Exercise aim:
Reply with every entry, repeated exactly as given.

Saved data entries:
== Segment start ==
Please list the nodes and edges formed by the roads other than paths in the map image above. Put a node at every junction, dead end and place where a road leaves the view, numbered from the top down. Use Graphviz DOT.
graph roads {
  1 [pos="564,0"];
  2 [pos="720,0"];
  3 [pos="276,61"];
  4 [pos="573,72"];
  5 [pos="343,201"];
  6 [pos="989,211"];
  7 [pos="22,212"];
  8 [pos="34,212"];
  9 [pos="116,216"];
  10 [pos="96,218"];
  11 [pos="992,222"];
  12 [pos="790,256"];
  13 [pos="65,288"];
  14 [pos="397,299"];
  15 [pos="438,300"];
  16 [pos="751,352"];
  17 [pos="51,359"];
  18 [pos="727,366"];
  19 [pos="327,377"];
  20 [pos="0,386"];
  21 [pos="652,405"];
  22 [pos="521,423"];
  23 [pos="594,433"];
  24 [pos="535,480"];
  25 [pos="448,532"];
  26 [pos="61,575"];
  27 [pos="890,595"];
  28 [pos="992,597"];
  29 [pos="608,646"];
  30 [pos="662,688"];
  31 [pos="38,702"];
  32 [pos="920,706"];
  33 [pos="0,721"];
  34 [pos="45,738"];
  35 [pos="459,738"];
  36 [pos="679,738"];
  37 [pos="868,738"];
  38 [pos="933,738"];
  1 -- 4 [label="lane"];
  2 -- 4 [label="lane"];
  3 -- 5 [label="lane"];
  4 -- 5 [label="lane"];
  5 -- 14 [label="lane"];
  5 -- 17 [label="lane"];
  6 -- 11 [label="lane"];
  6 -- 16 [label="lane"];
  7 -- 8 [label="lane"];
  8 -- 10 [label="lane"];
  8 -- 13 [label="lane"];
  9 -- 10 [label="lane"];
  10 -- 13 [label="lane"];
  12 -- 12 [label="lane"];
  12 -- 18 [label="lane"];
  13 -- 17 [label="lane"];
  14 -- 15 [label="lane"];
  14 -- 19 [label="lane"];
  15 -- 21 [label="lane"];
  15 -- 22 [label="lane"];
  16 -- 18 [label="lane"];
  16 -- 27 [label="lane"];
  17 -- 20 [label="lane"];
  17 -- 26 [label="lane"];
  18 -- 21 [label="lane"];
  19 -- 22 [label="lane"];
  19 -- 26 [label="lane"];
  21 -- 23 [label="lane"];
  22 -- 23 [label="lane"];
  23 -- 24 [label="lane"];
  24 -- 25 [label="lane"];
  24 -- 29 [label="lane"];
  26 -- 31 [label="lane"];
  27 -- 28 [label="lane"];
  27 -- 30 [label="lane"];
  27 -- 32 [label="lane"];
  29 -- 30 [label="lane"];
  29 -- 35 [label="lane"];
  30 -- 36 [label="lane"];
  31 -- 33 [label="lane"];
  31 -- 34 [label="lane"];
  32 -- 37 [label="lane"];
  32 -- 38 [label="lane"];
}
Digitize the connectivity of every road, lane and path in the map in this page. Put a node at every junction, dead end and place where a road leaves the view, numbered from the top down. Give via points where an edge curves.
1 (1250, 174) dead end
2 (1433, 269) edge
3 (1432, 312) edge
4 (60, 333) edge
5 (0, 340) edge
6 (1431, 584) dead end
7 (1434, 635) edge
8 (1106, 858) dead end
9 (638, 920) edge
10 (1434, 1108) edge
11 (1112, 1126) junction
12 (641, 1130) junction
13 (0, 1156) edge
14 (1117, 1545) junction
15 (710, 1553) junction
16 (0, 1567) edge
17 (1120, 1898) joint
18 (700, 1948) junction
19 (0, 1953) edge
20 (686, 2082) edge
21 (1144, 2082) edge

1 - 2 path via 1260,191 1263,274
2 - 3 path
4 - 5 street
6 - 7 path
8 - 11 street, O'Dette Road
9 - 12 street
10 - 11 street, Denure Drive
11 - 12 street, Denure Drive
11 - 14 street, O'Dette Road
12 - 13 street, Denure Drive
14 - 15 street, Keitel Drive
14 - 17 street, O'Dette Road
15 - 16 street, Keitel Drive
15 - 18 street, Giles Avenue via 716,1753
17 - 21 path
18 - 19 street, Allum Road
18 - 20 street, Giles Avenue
== Segment end ==
Worked solution:
Please list the nodes and edges formed by the roads other than paths in the map image above. Put a node at every junction, dead end and place where a road leaves the view, numbered from the top down. Use Graphviz DOT.
graph roads {
  1 [pos="564,0"];
  2 [pos="720,0"];
  3 [pos="276,61"];
  4 [pos="573,72"];
  5 [pos="343,201"];
  6 [pos="989,211"];
  7 [pos="22,212"];
  8 [pos="34,212"];
  9 [pos="116,216"];
  10 [pos="96,218"];
  11 [pos="992,222"];
  12 [pos="790,256"];
  13 [pos="65,288"];
  14 [pos="397,299"];
  15 [pos="438,300"];
  16 [pos="751,352"];
  17 [pos="51,359"];
  18 [pos="727,366"];
  19 [pos="327,377"];
  20 [pos="0,386"];
  21 [pos="652,405"];
  22 [pos="521,423"];
  23 [pos="594,433"];
  24 [pos="535,480"];
  25 [pos="448,532"];
  26 [pos="61,575"];
  27 [pos="890,595"];
  28 [pos="992,597"];
  29 [pos="608,646"];
  30 [pos="662,688"];
  31 [pos="38,702"];
  32 [pos="920,706"];
  33 [pos="0,721"];
  34 [pos="45,738"];
  35 [pos="459,738"];
  36 [pos="679,738"];
  37 [pos="868,738"];
  38 [pos="933,738"];
  1 -- 4 [label="lane"];
  2 -- 4 [label="lane"];
  3 -- 5 [label="lane"];
  4 -- 5 [label="lane"];
  5 -- 14 [label="lane"];
  5 -- 17 [label="lane"];
  6 -- 11 [label="lane"];
  6 -- 16 [label="lane"];
  7 -- 8 [label="lane"];
  8 -- 10 [label="lane"];
  8 -- 13 [label="lane"];
  9 -- 10 [label="lane"];
  10 -- 13 [label="lane"];
  12 -- 12 [label="lane"];
  12 -- 18 [label="lane"];
  13 -- 17 [label="lane"];
  14 -- 15 [label="lane"];
  14 -- 19 [label="lane"];
  15 -- 21 [label="lane"];
  15 -- 22 [label="lane"];
  16 -- 18 [label="lane"];
  16 -- 27 [label="lane"];
  17 -- 20 [label="lane"];
  17 -- 26 [label="lane"];
  18 -- 21 [label="lane"];
  19 -- 22 [label="lane"];
  19 -- 26 [label="lane"];
  21 -- 23 [label="lane"];
  22 -- 23 [label="lane"];
  23 -- 24 [label="lane"];
  24 -- 25 [label="lane"];
  24 -- 29 [label="lane"];
  26 -- 31 [label="lane"];
  27 -- 28 [label="lane"];
  27 -- 30 [label="lane"];
  27 -- 32 [label="lane"];
  29 -- 30 [label="lane"];
  29 -- 35 [label="lane"];
  30 -- 36 [label="lane"];
  31 -- 33 [label="lane"];
  31 -- 34 [label="lane"];
  32 -- 37 [label="lane"];
  32 -- 38 [label="lane"];
}
Digitize the connectivity of every road, lane and path in the map in this page. Put a node at every junction, dead end and place where a road leaves the view, numbered from the top down. Give via points where an edge curves.
1 (1250, 174) dead end
2 (1433, 269) edge
3 (1432, 312) edge
4 (60, 333) edge
5 (0, 340) edge
6 (1431, 584) dead end
7 (1434, 635) edge
8 (1106, 858) dead end
9 (638, 920) edge
10 (1434, 1108) edge
11 (1112, 1126) junction
12 (641, 1130) junction
13 (0, 1156) edge
14 (1117, 1545) junction
15 (710, 1553) junction
16 (0, 1567) edge
17 (1120, 1898) joint
18 (700, 1948) junction
19 (0, 1953) edge
20 (686, 2082) edge
21 (1144, 2082) edge

1 - 2 path via 1260,191 1263,274
2 - 3 path
4 - 5 street
6 - 7 path
8 - 11 street, O'Dette Road
9 - 12 street
10 - 11 street, Denure Drive
11 - 12 street, Denure Drive
11 - 14 street, O'Dette Road
12 - 13 street, Denure Drive
14 - 15 street, Keitel Drive
14 - 17 street, O'Dette Road
15 - 16 street, Keitel Drive
15 - 18 street, Giles Avenue via 716,1753
17 - 21 path
18 - 19 street, Allum Road
18 - 20 street, Giles Avenue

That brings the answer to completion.